People who are interested in awakening often try many types of spiritual techniques. But they can do this kind of work for the rest of their life; it will not by itself lead to enlightenment. Or they can read all the books there are about enlightenment; that will not help either. No belief systems can help them. It is only when we dare to face life – to experience life as it is – that there is a possibility to wake up. But most of the time when we face life it is through labels, language and concepts, and hardly ever directly as an experience. But if we can face our experiences directly, we will see that they have no separate essential nature.
The great Indian sage Ramana Maharshi used to say:“What comes and goes is not real”. If we could let our experiences come and go we would realise our true nature, which Ramana called the Self, Atman, Brahman or God.
In his talks Ramana keeps on repeating the famous analogy about “A hare has no horn”. If we look at a little hare from a distance it looks like it has horns, but if we come closer we see that they are not horns, they are ears.
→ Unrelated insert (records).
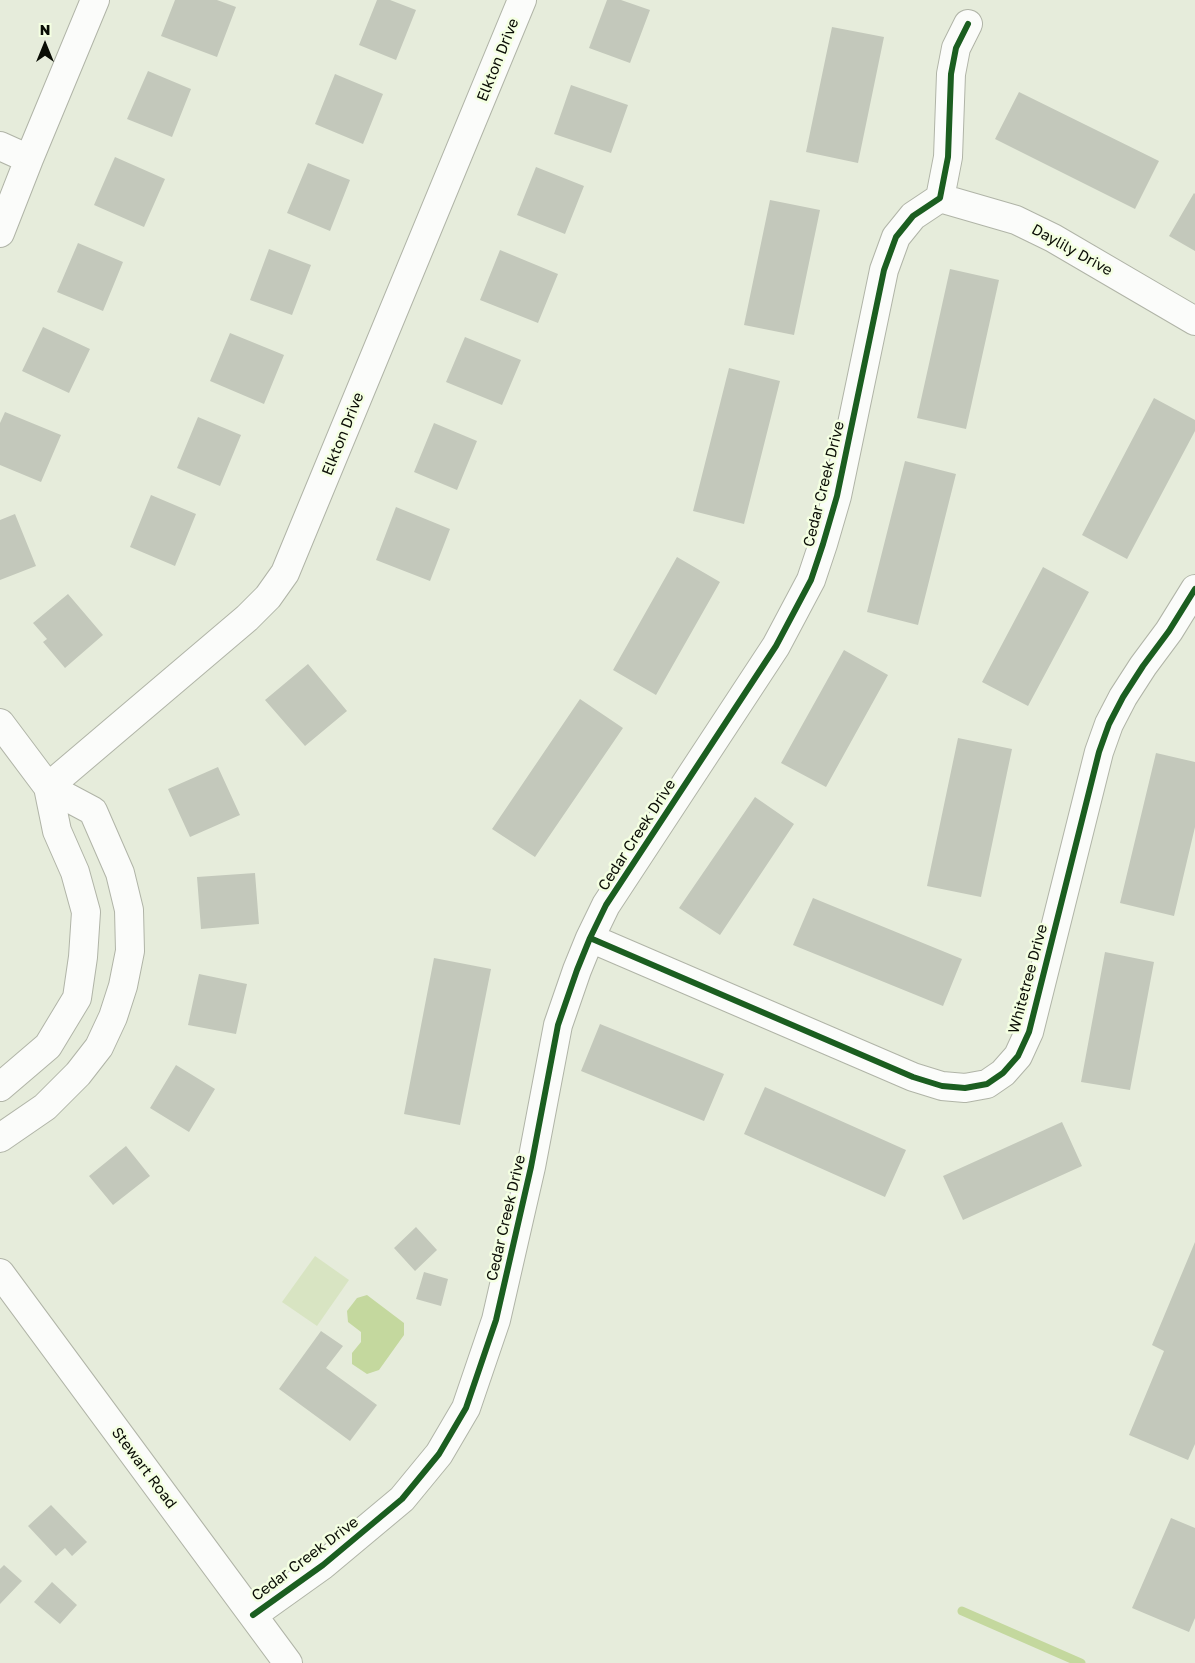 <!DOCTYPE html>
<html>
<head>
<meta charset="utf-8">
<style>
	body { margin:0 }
	#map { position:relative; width:1195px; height:1663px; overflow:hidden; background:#e6ecdb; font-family:"Golos Text",sans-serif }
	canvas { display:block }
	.north { position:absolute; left:20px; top:20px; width:50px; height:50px; -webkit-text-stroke:4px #f4ffe2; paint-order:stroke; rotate:0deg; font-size:14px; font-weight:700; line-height:20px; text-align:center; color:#0a0d05 }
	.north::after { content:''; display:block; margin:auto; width:18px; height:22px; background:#0a0d05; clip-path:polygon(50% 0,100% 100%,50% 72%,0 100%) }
</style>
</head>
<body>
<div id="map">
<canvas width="1195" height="1663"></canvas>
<div class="north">N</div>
</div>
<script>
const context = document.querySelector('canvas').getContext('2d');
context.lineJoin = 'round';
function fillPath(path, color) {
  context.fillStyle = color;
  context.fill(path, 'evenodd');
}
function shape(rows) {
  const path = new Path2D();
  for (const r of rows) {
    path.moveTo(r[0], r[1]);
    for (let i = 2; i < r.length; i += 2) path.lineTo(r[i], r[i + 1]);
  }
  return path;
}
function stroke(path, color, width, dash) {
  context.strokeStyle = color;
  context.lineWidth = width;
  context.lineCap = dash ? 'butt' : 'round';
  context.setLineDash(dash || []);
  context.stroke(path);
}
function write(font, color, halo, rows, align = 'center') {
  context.font = font + ' "Golos Text",sans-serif';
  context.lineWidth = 5;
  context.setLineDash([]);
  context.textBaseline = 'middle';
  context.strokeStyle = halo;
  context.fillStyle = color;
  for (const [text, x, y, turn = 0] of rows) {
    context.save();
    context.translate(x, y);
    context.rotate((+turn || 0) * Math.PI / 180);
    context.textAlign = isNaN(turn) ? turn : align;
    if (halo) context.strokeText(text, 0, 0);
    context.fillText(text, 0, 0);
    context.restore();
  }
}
const green = shape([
	[315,1256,349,1280,317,1326,282,1302]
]);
const water = shape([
	[367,1295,404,1323,404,1335,379,1370,367,1374,352,1364,352,1353,361,1342,361,1332,348,1322,347,1311,357,1298]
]);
const stream = shape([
	[962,1611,1081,1663]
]);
const building = shape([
	[175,0,217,0,236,7,217,57,161,36],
	[377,0,390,0,416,10,396,60,359,45],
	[607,0,621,0,650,10,630,63,589,48],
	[832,27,884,37,858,163,806,152],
	[148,71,191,89,172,137,127,119],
	[335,74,383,94,363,144,315,124],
	[571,85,628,105,611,153,554,134],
	[1019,92,1159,161,1135,209,995,139],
	[115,157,165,179,144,227,94,205],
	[308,163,350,180,330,231,287,213],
	[536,167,584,186,565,234,517,215],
	[1194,193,1195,194,1195,251,1169,236],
	[770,200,820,210,794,335,744,325],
	[78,243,123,262,103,311,57,292],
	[269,249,311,265,292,315,250,300],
	[500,250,558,274,538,323,480,300],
	[950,269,999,280,966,429,917,418],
	[43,327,90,349,69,393,22,371],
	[230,333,284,355,264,404,210,381],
	[465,337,521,360,502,405,446,382],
	[729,368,780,381,744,524,693,511],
	[1154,398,1195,420,1195,431,1127,559,1082,535],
	[5,412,61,435,41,482,0,465,0,423],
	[198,417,241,435,220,486,177,468],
	[434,423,477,441,457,490,414,472],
	[905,461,956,474,918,625,867,612],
	[151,495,196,514,175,566,130,547],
	[396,507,450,529,430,581,376,560],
	[15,514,36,566,0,580,0,520],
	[677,557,720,582,656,695,613,670],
	[1043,567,1089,592,1028,706,982,682],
	[68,594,103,635,65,668,43,642,47,639,33,623],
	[844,650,888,675,826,787,781,763],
	[308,664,347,711,305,746,265,700],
	[580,699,623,728,535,857,492,829],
	[958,738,1012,749,981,897,927,886],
	[1156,753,1195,762,1195,827,1174,916,1120,903],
	[218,767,240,815,190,837,168,789],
	[755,797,794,824,720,935,679,908],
	[255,873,259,924,201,929,197,877],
	[813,898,962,959,943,1006,793,945],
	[1105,952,1154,962,1130,1090,1081,1082],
	[434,958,491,969,460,1125,404,1114],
	[199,974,247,984,236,1034,188,1025],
	[600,1024,724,1074,704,1121,581,1071],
	[176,1065,215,1089,189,1132,150,1108],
	[765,1087,906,1150,885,1197,744,1134],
	[1062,1122,1082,1166,963,1220,943,1176],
	[126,1146,150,1176,113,1205,89,1176],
	[416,1227,437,1250,415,1271,394,1248],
	[1195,1242,1195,1444,1188,1460,1129,1435,1164,1351,1152,1345],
	[424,1272,448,1279,441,1306,416,1299],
	[321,1331,343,1346,326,1368,377,1405,350,1441,279,1389],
	[51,1505,87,1542,72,1556,65,1548,56,1556,28,1526],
	[1171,1518,1195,1528,1195,1618,1189,1632,1132,1608],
	[4,1565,22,1581,0,1604,0,1569],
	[52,1582,77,1605,60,1624,34,1602]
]);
const minor = shape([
	[0,146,29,159],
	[940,198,1016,220,1053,238,1195,321],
	[0,233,29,159,95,0],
	[0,723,48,787,57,831,75,872,86,912,83,957,77,998,48,1046,0,1087],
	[48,787,247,618,268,597,285,573,522,0],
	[590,938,913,1077,942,1086,965,1088,987,1084,1003,1073,1018,1056,1029,1032,1099,752,1109,724,1123,697,1143,666,1169,631,1195,589],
	[0,1138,45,1107,78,1074,99,1047,113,1017,123,986,130,951,129,910,120,873,93,811,48,787],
	[0,1273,288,1663],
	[253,1615,323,1565,402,1499,439,1454,466,1408,496,1320,531,1167,558,1025,577,970,590,938,606,905,776,646,811,580,823,544,837,496,884,270,896,237,913,216,940,198,948,157,951,74,956,48,968,24]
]);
const cycleway = shape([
	[590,938,913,1077,942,1086,965,1088,987,1084,1003,1073,1018,1056,1029,1032,1099,752,1109,724,1123,697,1143,666,1169,631,1195,589],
	[253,1615,323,1565,402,1499,439,1454,466,1408,496,1320,531,1167,558,1025,577,970,590,938,606,905,776,646,811,580,823,544,837,496,884,270,896,237,913,216,940,198,948,157,951,74,956,48,968,24]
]);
const streetNames = [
	["Elkton Drive",498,60,-68],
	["Daylily Drive",1072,250,29],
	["Elkton Drive",343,434,-68],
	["Cedar Creek Drive",824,484,-76],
	["Cedar Creek Drive",637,835,-57],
	["Whitetree Drive",1028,979,-75],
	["Cedar Creek Drive",506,1218,-77],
	["Stewart Road",144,1468,53],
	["Cedar Creek Drive",305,1559,-37]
];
fillPath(green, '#d8e4c2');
fillPath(water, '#c4d89e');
stroke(stream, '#c4d89e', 9);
fillPath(building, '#c3c8bb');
stroke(minor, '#b0b4a7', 30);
stroke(minor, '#fbfcfa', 28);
stroke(cycleway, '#1b5e20', 6);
write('15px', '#0a0d05', '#f4ffe2', streetNames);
</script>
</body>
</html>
So we see a “hare with horns” because we don’t come close enough. We don’t experience our experiences! One of the reasons for this is our constant labelling. We don’t live in the real world, we live in the world of language, concepts and judgements; and this is like wearing blinders! But if we dare to live in the real world, we will spontaneously see through the veil that is created by language and its labels. In India they call this “Maya” – the veil over the real. So what the six senses are telling us about the world is unreal like a dream, and in this way life can be seen as “dream dreamt with open eyes”.
Hardly anybody tells us to experience our experiences. The whole world lives in a dream. If sages like Ramana, Anandamayi Ma, Papaji tells us this we hear it – but do we put it into practice?
If we practice mindfulness meditations, slowly we will get used to a silent mind – a mind without content. A totally still mind is our true nature; it is enlightenment. An experience arises when this totally naked, pure consciousness is stirred by a habit or desire! But even when this pure mind appears as an experience, which happens all the time, it still remains pure and unchanged.